Figure 5: The rule learning method of Disciple
In the explanation phase, the educator helps the agent to understand why the example in Figure 3 is correct (that is, why the source is relevant to the given task). The explanation of the example has a form that is similar to the one given by a teacher to a student. The source “Contended Slaves and Masters” is relevant to the given task (see Figure 3) because:
“Contended Slaves and Masters” illustrates a slave dance which was a component of slave culture.
“Contended Slaves and Masters” was created during the pre Civil War period which was before the Civil War period.
Each of these sentences corresponds to a path in the agent’s ontology, as shown in Figure 6.

Figure 6: The (incomplete) explanation of the example in Figure 3
However, rather than giving an explanation to the agent, the educator guides the agent to propose explanations and then selects the correct ones. For instance, the educator may point to the most relevant objects from the input example and may specify the types of explanations to be generated by the agent (e.g. a correlation between two objects or a property of an object). The agent uses such guidance and specific heuristics to propose plausible explanations to the educator who has to select the correct ones. A particularly useful heuristic is to propose explanations of an example by analogy with the explanations of other examples. One should notice that the explanation generated in this way is likely to be incomplete and will have to be completed during rule refinement.
The above explanation is similar to a part of the explanation from the test question in Figure 1. This illustrates a significant benefit to be derived from using the Disciple approach to build educational agents. That is, the kind of explanations that the agent gives to the students are similar to the explanations that the agent itself has received from the educator. Therefore, the agent acts as an indirect communication medium between the educator and the students.
In the generalization phase (see Figure 5), the agent performs an analogy-based generalization of the example and its explanation into a plausible version space (PVS) rule. A PVS rule is an IF-THEN rule with two conditions, a plausible upper bound condition that is likely to be more general than the exact condition, and a plausible lower bound condition that is likely to be less general than the exact condition. The generalization process is illustrated in Figure 7. The initial example in Figure 7 is the internal representation of the example in Figure 3. Also, the explanation is the one from Figure 6. First, the explanation is generalized to an analogy criterion by preserving the object features (such as ILLUSTRATES and CREATED-DURING) and by generalizing the objects to more general concepts (e.g. generalizing SLAVE-DANCE to HISTORICAL-CONCEPT). To determine how to generalize an object, Disciple analyzes all the features from the example and the explanation that are connected to that object. Each such feature is defined in Disciple’s ontology by a domain (that specifies the set of all the objects from the application domain that may have that feature) and a range (that specifies all the possible values of that feature). The domains and the ranges of these features restrict the generalizations of the objects. For instance, in the explanation from Figure 7, SLAVE-DANCE has the feature COMPONENT-OF and appears as value of the feature ILLUSTRATES. Therefore, the most general generalization (MGG) of SLAVE-DANCE is the intersection of the domain of COMPONENT-OF and the range of ILLUSTRATES:
MGG(SLAVE-DANCE)=Domain(COMPONENT-OF) Ç Range(ILLUSTRATES)=HISTORICAL-CONCEPT
The analogy criterion and the example are used to generate the plausible upper bound condition of the rule, while the explanation and the example are used to generate the plausible lower bound condition of the rule.

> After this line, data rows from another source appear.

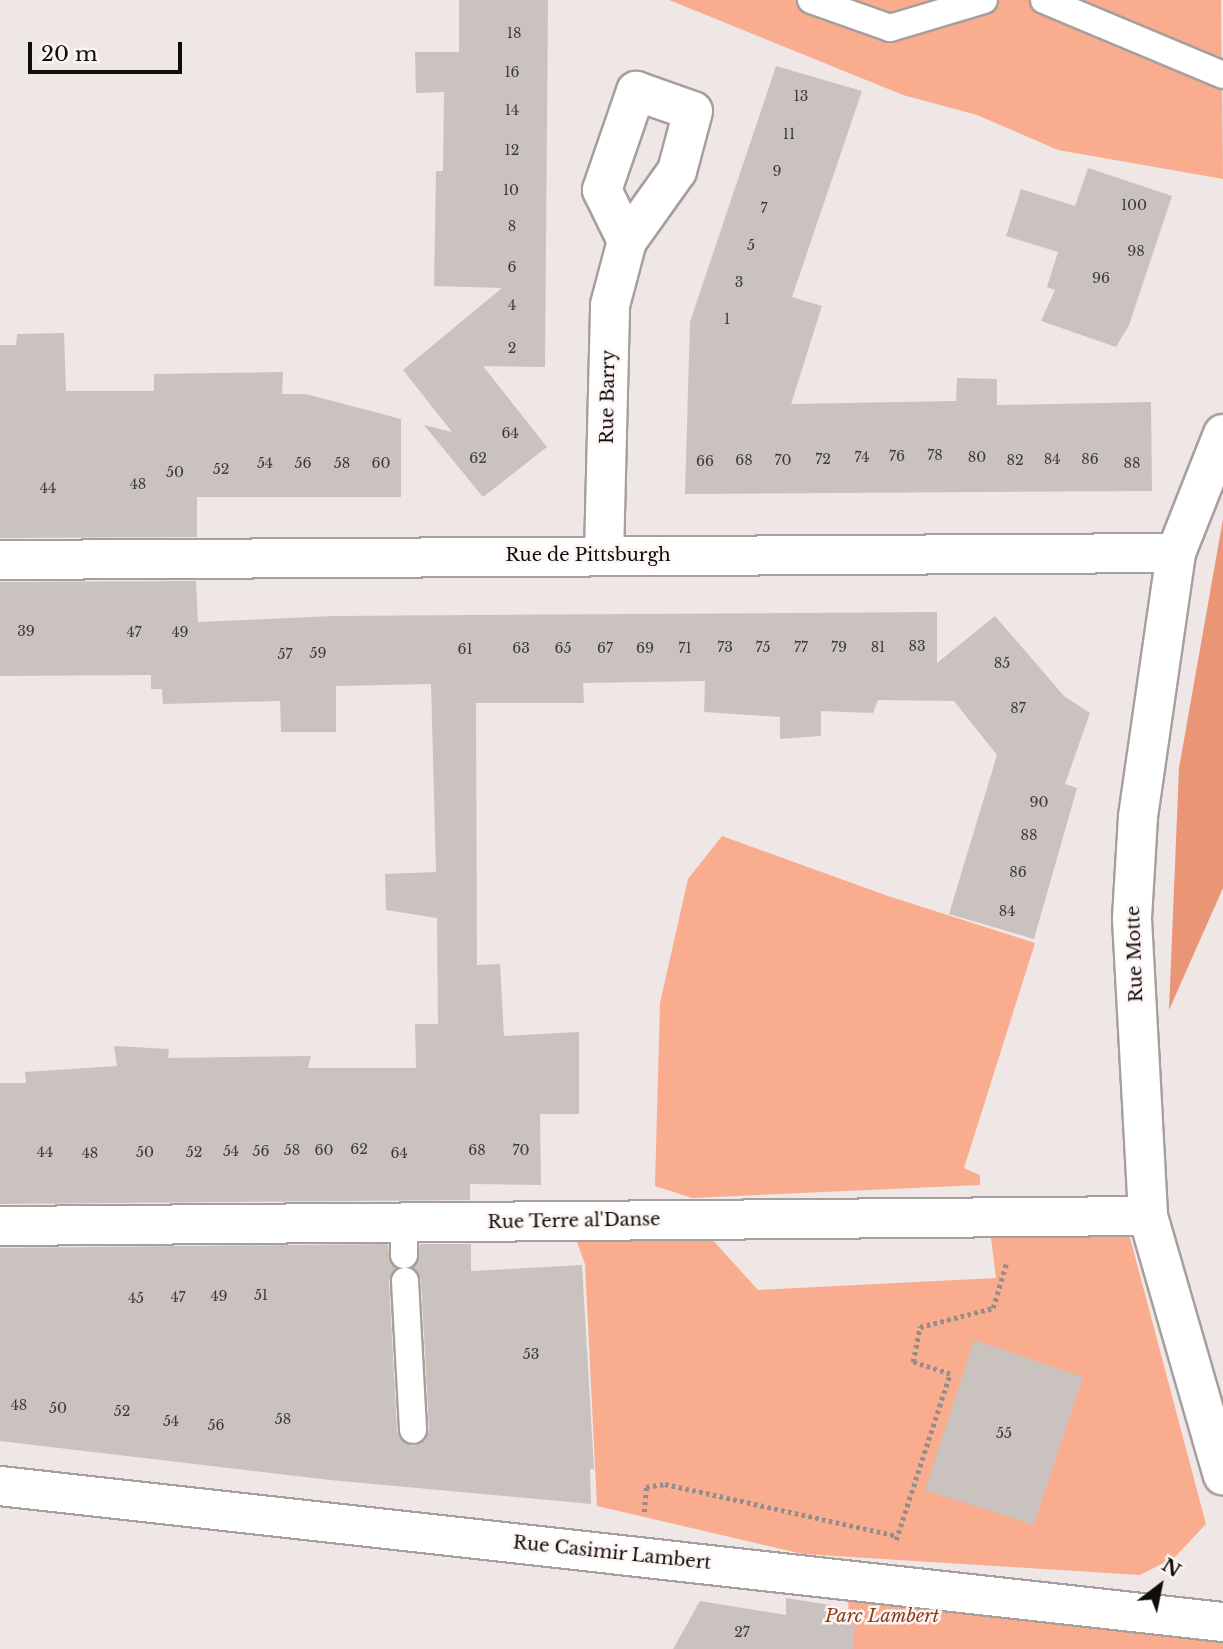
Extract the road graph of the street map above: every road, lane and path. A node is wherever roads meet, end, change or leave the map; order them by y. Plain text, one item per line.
1 (811, 0) edge
2 (984, 0) edge
3 (1044, 0) edge
4 (1223, 75) edge
5 (626, 241) dead end
6 (1223, 434) edge
7 (1175, 553) junction
8 (604, 555) junction
9 (0, 560) edge
10 (1149, 1216) junction
11 (1006, 1217) junction
12 (0, 1226) edge
13 (405, 1281) dead end
14 (413, 1430) dead end
15 (1223, 1475) edge
16 (0, 1486) edge
17 (898, 1536) junction
18 (640, 1556) junction
19 (882, 1584) junction
20 (1223, 1622) edge

1 - 2 lane
3 - 4 lane
5 - 8 street, Rue Barry
6 - 7 street, Rue Motte
7 - 8 street, Rue de Pittsburgh
7 - 10 street, Rue Motte
8 - 9 street, Rue de Pittsburgh
10 - 11 street, Rue Terre al'Danse
10 - 15 street, Rue Motte
11 - 12 street, Rue Terre al'Danse
11 - 17 path
13 - 14 lane
16 - 18 street, Rue Casimir Lambert
17 - 18 path
17 - 19 path
18 - 19 street, Rue Casimir Lambert
19 - 20 street, Rue Casimir Lambert

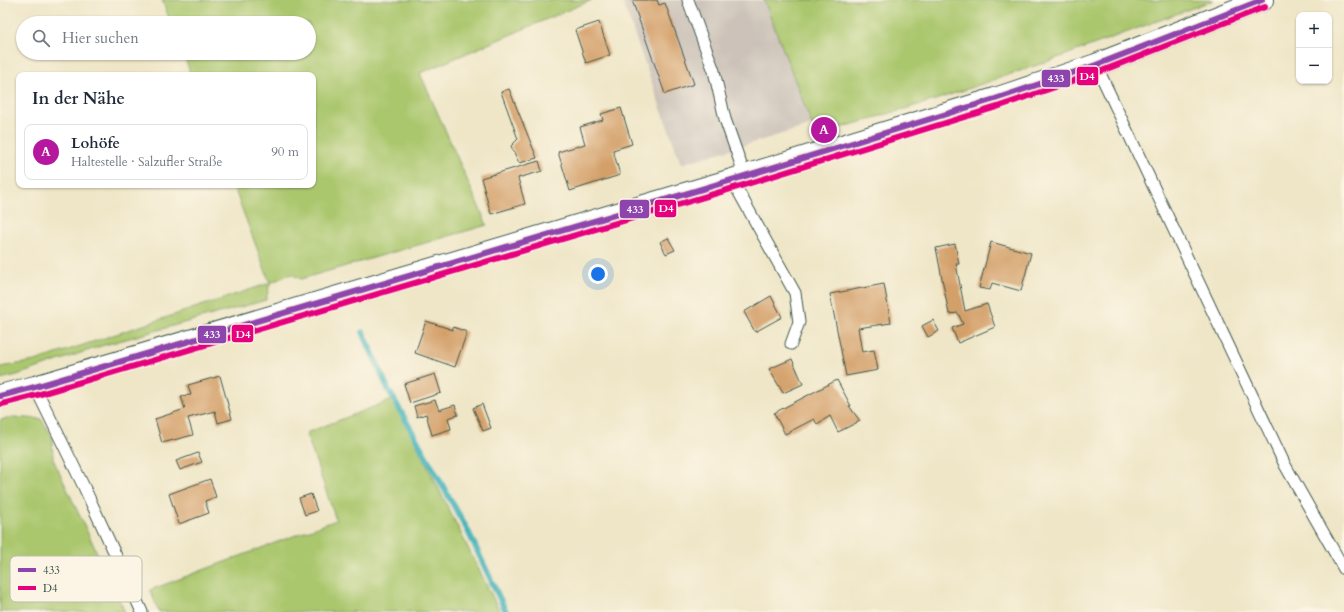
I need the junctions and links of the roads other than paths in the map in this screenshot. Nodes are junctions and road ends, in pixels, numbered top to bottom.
1 (688, 0) edge
2 (1262, 0) edge
3 (1096, 65) junction
4 (738, 178) junction
5 (791, 344) dead end
6 (35, 387) junction
7 (0, 396) edge
8 (116, 556) edge
9 (1344, 569) edge
10 (137, 602) edge
11 (142, 612) edge

1 - 4 lane
2 - 3 main road
3 - 4 main road
3 - 9 lane
4 - 5 lane
4 - 6 main road
6 - 7 main road
6 - 8 lane
10 - 11 lane

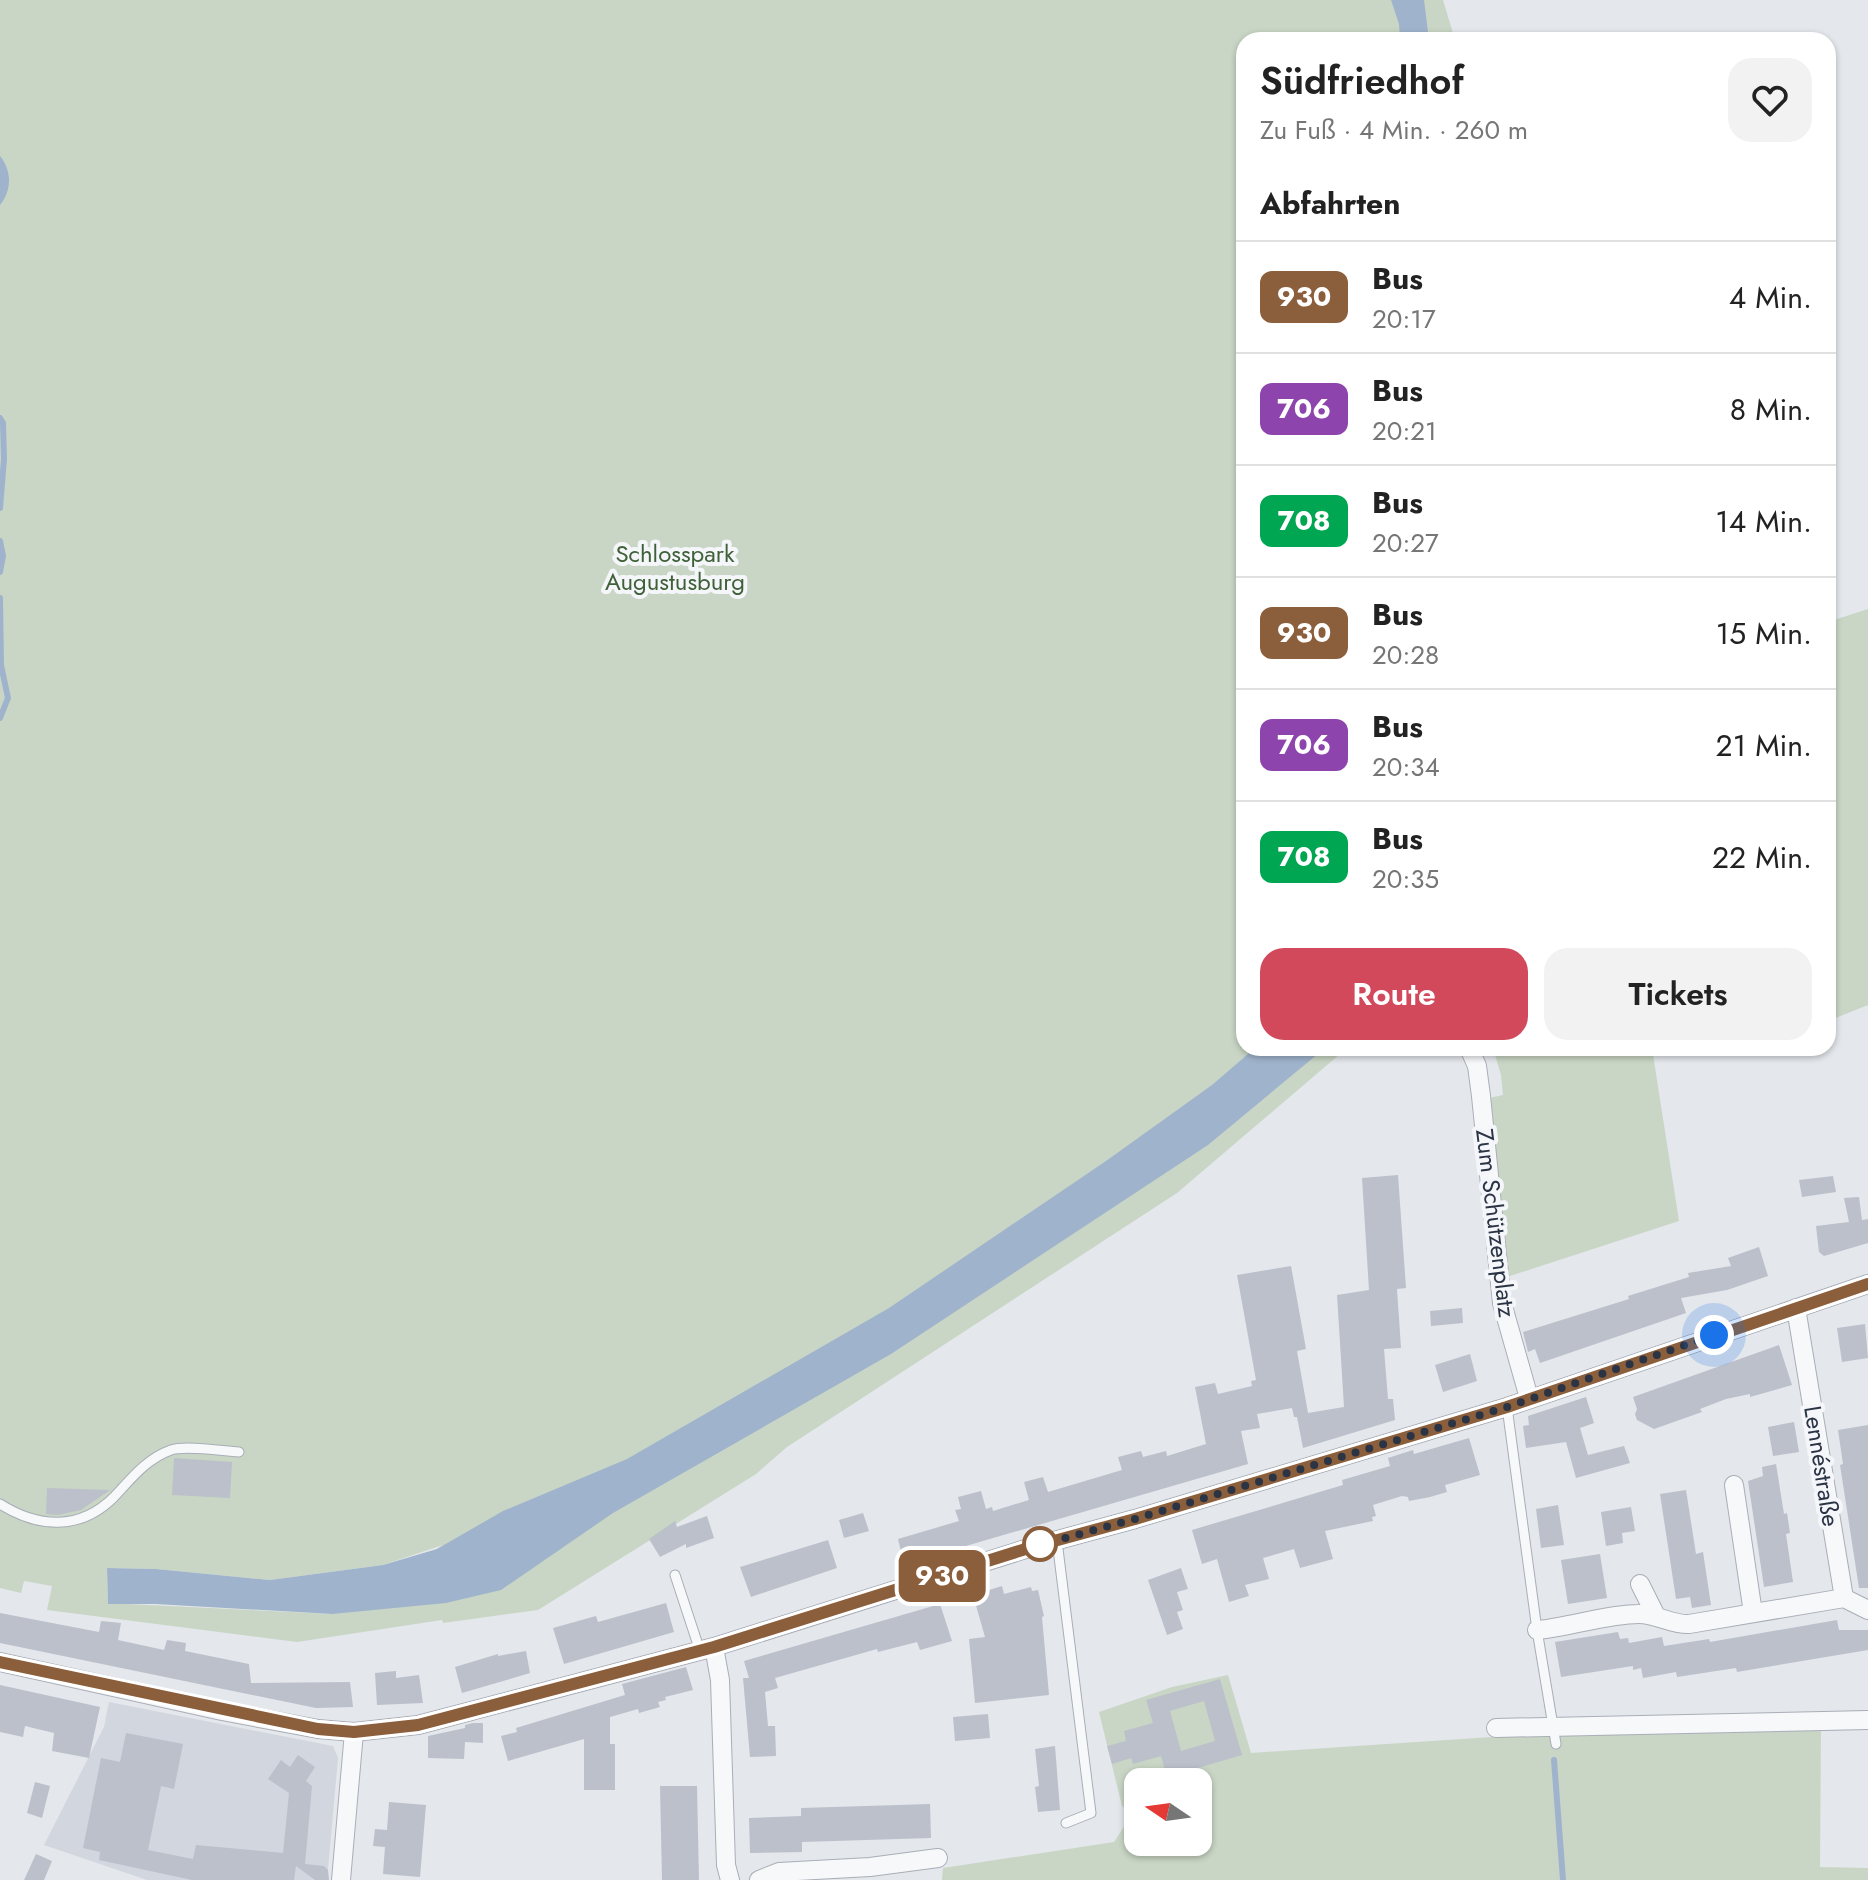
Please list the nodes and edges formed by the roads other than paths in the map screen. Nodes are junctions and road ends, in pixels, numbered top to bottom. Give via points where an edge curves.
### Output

Figure 7: Generation of the initial plausible version space rule
3.2.2 Rule Refinement
The representation of the PVS rule in the right hand side of Figure 5 shows the most likely relation between the plausible lower bound, the plausible upper bound and the hypothetical exact condition of the rule. Notice that there are instances of the plausible upper bound that are not instances of the hypothetical exact condition of the rule. This means that the learned rule in Figure 7 covers also some negative examples. Also, there are instances of the hypothetical exact condition that are not instances of the plausible upper bound. This means that the plausible upper bound does not cover all the positive examples of the rule. Both of these situations are a consequence of the fact that the explanation of the initial example might be incomplete, and are consistent with what one would expect from an agent performing analogical reasoning. To improve this rule, the educator will invoke the rule refinement process represented schematically in Figure 8.

Figure 8: The rule refinement method of Disciple
The educator will ask the agent to use the learned rule to generate examples similar with the one in Figure 3. Each example generated by the agent is covered by the plausible upper bound and is not covered by the plausible lower bound of the rule. The natural language equivalent of this example (which looks like the one in Figure 3) is shown to the educator who is asked to accept it as correct or to reject it, thus characterizing it as a positive or a negative example of the rule. A positive example is used to generalize the plausible lower bound of the rule’s condition through empirical induction. A negative example is used to elicit additional explanations from the educator and to specialize both bounds, or only the plausible upper bound. Figure 9 shows an example generated by the agent, by analogy with the initial example from Figure 3.
Figure 9: An example generated by the agent by analogy with the example in Figure 3[4]
The agent’s analogical reasoning is schematically represented in Figure 10. The explanation from the left hand side of Figure 10 indicates why the initial example is correct. The expression from its right hand side is similar with this explanation because both of them are less general than the analogy criterion from the top of Figure 10. Therefore, one may infer by analogy that the expression from the right hand side of Figure 10 explains an example that is similar to the initial example (that is, the generated example from the right hand side of Figure 10 and from Figure 9).
The example in Figure 9 is incorrect and was rejected by the educator. In such a case the agent needed to understand why this example, which was generated by analogy with a correct example, is wrong. By comparing the two examples, the educator and the agent were able to find out that the generated example is wrong because the WORLD-WIDE-WEB was not issued during the CIVIL-WAR period. On the contrary, the initial example was correct because SOUTHERN-ILLUSTRATED-NEWS was issued during the CIVIL-WAR period. This explanation is used to specialize both bounds of the version space. This process will continue until either the two bounds of the rule become identical or until no further examples can be generated that are not already covered by the plausible lower bound. The final learned rule is the one from Figure 4.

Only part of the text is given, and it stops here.